A Highly Stable Engineered Disulfide Bond in the Dimer Interface of Orotate Phosphoribosyl Transferase Measures Cytosolic Redox Conditions in Yeast.

Although structural disulfides are very rarely found in cytoplasmic proteins, disulfides can form in the cytosol if they are stabilized sufficiently by the supporting protein structure. To investigate the redox properties of structural disulfide bonds, we introduced disulfide bonds into the cytosolic enzyme from , orotate phosphoribosyl transferase. Because this enzyme is a homodimer, the introduction of opposing cysteine residues (R44C and D92C) into separate monomers of the enzyme meant that disulfide bond formation could easily be followed by non-reducing SDS-PAGE. This disulfide bond was similar in strength to dithiothreitol, with a redox potential of -314 mV. Global thermostability of the disulfide-linked dimer increased by 5.9 °C relative to wild-type protein and 21.4 °C above its reduced form, without affecting the catalytic activity significantly. Combining an inactive subunit with the asymmetric nature of the disulfide bond enabled determination of the rates of subunit rearrangement and disulfide formation.
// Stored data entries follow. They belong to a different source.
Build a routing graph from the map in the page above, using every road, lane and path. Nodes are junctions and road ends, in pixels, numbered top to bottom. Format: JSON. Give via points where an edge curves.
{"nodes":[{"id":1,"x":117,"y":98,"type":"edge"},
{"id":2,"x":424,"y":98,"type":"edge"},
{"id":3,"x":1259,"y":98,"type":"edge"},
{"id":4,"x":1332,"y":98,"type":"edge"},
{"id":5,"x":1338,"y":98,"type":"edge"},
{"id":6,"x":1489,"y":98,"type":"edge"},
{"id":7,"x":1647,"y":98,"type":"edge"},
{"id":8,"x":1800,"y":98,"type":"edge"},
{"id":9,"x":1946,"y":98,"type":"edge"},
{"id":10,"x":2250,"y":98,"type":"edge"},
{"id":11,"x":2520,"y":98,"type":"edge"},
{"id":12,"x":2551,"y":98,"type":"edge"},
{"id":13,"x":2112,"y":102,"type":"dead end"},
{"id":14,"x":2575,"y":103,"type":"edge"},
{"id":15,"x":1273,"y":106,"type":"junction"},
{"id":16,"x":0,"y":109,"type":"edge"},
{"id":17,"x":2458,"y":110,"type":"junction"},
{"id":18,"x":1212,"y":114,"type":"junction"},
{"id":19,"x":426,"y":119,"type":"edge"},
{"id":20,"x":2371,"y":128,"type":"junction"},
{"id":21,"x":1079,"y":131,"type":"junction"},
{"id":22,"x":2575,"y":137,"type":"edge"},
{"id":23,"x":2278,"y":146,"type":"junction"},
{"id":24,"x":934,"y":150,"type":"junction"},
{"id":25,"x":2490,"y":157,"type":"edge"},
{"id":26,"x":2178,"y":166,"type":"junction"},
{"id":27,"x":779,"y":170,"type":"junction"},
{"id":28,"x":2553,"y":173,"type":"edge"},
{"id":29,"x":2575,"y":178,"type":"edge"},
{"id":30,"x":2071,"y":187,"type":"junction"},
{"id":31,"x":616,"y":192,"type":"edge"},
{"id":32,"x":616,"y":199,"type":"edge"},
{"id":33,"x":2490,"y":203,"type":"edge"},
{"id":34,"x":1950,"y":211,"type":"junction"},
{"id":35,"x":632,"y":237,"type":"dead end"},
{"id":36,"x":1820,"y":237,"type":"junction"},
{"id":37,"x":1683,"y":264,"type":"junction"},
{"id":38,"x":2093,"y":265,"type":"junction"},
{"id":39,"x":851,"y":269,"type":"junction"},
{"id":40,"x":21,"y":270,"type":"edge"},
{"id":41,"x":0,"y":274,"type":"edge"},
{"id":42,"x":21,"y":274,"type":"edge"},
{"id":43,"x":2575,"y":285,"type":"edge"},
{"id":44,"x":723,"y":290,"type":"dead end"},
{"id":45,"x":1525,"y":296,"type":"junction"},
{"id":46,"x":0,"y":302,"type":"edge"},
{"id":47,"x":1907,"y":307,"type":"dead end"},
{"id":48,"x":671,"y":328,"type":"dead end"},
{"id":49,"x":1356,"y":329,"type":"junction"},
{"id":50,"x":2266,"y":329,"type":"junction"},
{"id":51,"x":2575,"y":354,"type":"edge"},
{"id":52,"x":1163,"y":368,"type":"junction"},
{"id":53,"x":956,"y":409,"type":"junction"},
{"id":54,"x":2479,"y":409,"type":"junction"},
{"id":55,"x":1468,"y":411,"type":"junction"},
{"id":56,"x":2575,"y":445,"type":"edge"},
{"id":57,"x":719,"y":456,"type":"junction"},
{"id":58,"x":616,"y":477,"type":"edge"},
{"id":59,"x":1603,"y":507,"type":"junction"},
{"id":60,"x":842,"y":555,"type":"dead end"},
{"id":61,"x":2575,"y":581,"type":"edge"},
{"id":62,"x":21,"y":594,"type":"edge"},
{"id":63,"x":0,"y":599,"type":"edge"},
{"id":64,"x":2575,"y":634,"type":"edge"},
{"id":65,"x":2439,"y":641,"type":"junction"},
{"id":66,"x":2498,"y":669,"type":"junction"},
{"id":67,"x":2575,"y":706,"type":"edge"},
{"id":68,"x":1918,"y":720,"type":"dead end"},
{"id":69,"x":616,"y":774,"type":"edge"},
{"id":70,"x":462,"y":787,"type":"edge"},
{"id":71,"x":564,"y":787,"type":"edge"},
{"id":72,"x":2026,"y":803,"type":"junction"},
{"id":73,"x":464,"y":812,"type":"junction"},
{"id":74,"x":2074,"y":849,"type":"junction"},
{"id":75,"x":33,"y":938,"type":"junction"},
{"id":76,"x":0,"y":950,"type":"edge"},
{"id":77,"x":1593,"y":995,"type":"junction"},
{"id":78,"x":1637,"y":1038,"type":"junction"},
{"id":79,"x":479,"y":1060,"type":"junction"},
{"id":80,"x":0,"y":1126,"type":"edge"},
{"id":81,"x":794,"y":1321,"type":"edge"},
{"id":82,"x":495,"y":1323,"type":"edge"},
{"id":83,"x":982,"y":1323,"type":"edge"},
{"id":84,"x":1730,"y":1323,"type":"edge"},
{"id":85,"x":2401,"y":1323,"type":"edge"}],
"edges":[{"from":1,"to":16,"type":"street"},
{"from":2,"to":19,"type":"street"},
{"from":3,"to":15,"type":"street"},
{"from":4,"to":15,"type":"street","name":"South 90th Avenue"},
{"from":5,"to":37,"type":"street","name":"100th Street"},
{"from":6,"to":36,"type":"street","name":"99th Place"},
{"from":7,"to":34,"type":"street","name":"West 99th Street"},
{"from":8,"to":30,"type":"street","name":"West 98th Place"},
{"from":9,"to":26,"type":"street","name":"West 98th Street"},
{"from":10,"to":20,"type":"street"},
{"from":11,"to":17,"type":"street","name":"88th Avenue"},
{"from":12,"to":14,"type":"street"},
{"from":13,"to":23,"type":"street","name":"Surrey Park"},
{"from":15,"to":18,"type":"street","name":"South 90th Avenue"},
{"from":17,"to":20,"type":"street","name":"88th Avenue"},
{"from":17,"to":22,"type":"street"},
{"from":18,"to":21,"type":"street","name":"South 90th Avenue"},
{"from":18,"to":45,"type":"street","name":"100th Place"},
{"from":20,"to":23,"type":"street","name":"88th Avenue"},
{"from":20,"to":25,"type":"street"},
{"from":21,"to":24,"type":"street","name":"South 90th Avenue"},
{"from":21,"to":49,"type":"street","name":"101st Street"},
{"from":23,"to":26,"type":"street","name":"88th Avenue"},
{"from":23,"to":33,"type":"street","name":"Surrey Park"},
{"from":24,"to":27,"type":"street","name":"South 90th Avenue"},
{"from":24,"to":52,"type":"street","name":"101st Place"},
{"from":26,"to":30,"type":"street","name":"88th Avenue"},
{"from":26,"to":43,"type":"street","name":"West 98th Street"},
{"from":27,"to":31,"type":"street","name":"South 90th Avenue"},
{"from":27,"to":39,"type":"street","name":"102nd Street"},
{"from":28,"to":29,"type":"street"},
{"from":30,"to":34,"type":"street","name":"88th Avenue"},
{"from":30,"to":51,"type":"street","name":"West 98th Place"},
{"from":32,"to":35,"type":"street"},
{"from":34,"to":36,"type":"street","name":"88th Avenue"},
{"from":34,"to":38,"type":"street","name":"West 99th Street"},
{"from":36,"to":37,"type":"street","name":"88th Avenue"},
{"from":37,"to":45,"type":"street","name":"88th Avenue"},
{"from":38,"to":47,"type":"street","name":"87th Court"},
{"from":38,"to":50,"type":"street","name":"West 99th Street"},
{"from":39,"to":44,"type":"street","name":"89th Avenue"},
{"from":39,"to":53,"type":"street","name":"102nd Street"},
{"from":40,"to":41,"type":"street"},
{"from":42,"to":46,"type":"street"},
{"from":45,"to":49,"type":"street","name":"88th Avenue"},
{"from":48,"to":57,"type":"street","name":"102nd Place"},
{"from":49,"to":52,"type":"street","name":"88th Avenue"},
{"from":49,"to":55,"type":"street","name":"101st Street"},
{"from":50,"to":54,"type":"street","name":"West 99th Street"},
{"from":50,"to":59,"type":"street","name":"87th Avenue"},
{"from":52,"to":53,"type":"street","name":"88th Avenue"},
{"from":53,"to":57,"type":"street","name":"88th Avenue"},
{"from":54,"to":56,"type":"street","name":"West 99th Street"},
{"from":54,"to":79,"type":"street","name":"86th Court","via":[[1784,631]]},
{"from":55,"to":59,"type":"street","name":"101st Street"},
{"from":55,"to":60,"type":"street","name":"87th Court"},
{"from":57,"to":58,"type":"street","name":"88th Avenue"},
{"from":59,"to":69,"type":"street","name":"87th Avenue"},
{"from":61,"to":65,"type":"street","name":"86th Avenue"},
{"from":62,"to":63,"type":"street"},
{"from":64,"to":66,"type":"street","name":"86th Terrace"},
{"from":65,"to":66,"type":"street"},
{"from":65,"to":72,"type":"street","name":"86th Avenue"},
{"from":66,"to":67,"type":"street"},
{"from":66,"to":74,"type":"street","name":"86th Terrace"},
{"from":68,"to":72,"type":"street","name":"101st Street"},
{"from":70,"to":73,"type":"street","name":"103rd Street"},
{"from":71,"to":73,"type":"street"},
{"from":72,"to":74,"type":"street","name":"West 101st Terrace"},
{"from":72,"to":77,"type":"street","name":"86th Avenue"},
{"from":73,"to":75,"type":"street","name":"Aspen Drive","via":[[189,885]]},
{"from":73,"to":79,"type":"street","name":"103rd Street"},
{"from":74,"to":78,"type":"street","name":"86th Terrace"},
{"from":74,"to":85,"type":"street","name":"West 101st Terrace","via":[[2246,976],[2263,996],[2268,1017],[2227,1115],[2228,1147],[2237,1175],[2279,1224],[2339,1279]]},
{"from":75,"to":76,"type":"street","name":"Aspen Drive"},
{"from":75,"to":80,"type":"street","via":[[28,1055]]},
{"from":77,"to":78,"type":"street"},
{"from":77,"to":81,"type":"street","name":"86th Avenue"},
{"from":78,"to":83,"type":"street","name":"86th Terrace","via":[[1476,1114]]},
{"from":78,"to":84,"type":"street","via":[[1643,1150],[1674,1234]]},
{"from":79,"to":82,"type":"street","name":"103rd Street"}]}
The R44C/D92C double mutant resulted in the formation of a symmetric homodimer with two interchain disulfides, albeit without substantially increasing the stability relative to that of the dimer with the single disulfide bond. The engineered disulfide bonds are formed to a significant degree in yeast cytosol, revealing a redox potential of -300 mV. This is slightly lower than that previously determined using a GFP-based sensor, rxYFP, in yeast. Disulfide bond formation is particularly enhanced in mutants lacking glutathione reductase. Thus, the engineered disulfide provides an alternative method for determining the intracellular redox potential in living cells with an extended dynamic range relative to GFP-based sensors.